13. The method of claim 1 or 2, wherein playing the cue audio matching the semantic description information of the image comprises:

processing the semantic description information of the image into a template text according to a templating form;

writing the template text into the hidden document object node;

when the writing operation is monitored, matching the written template text with the prompt audio; and the number of the first and second groups,

and playing the prompt audio.

14. The method of claim 1, wherein the target page is rendered in a Canvas manner; the method further comprises the following steps:

writing the content in the Canvas node into the hidden document object node;

15. The method of claim 14, wherein the method further comprises:

monitoring the operation event on the Canvas node and the feedback result of the operation event;

writing the operation event and the feedback result into the hidden document object node;

when the write operation is monitored, matching operation audio for the written operation event and the feedback result; and playing the operation audio.
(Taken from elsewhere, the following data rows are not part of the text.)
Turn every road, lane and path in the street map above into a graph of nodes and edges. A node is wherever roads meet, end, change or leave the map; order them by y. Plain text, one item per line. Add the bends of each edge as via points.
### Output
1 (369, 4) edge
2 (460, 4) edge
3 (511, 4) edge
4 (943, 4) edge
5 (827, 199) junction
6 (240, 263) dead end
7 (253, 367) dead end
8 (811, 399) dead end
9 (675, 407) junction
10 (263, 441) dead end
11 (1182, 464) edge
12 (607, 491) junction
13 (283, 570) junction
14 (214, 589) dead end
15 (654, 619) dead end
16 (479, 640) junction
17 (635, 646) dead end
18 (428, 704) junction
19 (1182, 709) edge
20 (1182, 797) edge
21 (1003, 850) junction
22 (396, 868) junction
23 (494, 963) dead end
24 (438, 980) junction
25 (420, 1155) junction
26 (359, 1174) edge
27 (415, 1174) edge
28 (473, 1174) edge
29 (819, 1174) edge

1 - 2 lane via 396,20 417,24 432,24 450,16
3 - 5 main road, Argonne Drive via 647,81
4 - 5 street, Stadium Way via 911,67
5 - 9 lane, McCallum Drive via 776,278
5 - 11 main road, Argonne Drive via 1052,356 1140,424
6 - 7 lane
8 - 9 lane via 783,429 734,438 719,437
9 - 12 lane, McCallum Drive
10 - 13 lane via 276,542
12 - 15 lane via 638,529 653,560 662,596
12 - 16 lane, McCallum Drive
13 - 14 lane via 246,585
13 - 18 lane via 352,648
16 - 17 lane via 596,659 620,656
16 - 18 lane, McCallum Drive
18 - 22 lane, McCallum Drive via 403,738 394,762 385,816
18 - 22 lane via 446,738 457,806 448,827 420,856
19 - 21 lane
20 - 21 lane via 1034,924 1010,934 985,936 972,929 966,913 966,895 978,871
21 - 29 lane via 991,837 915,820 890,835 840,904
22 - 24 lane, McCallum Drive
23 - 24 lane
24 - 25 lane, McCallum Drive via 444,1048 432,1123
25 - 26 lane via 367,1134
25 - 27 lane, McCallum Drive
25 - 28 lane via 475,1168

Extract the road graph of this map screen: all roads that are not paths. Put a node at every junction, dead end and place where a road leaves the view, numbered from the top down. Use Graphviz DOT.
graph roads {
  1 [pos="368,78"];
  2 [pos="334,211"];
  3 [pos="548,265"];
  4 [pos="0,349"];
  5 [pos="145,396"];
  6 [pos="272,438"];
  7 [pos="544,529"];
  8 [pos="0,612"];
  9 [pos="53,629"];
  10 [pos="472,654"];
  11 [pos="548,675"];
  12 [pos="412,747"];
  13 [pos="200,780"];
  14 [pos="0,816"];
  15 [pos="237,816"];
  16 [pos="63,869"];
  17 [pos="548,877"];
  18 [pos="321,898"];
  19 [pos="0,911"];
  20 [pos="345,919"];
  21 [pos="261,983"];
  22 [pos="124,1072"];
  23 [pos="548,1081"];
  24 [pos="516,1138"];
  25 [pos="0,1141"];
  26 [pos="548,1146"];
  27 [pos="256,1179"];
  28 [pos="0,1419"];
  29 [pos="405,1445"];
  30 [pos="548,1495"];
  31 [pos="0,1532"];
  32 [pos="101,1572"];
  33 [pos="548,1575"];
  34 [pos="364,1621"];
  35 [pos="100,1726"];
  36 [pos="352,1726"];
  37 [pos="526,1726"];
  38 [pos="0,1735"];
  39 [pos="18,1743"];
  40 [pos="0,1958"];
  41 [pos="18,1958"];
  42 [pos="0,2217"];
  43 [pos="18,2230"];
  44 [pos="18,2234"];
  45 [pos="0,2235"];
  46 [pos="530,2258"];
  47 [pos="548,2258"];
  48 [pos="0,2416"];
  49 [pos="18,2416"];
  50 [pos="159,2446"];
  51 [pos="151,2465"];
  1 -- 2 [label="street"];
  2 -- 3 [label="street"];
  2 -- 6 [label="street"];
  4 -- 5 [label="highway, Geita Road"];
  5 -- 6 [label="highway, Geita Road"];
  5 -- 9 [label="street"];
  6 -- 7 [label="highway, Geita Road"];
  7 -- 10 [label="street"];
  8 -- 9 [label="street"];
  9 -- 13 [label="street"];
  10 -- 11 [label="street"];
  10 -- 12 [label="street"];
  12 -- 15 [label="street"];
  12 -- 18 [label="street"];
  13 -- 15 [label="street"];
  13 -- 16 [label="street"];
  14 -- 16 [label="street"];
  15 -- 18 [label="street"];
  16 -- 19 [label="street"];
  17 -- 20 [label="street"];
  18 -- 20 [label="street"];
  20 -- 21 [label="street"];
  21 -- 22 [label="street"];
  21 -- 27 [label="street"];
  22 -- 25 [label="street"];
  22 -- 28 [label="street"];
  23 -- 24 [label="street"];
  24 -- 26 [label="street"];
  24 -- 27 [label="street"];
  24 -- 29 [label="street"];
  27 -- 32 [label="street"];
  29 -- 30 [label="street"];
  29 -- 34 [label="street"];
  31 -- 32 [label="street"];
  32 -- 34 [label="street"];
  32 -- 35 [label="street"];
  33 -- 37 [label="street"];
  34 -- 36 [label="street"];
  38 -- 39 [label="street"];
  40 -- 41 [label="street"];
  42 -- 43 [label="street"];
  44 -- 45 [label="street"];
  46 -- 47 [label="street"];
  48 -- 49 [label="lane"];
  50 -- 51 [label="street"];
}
16. A page processing apparatus, comprising:

a display unit for displaying a target page;

the processing unit is further used for playing prompt audio matched with the semantic description information of the image.

17. A computer device, comprising:

a processor adapted to execute a computer program;

computer-readable storage medium, in which a computer program is stored which, when being executed by the processor, carries out the page processing method according to any one of claims 1 to 15.

18. A computer-readable storage medium, characterized in that the computer-readable storage medium stores a computer program adapted to be loaded by a processor and to perform the page processing method according to any one of claims 1-15.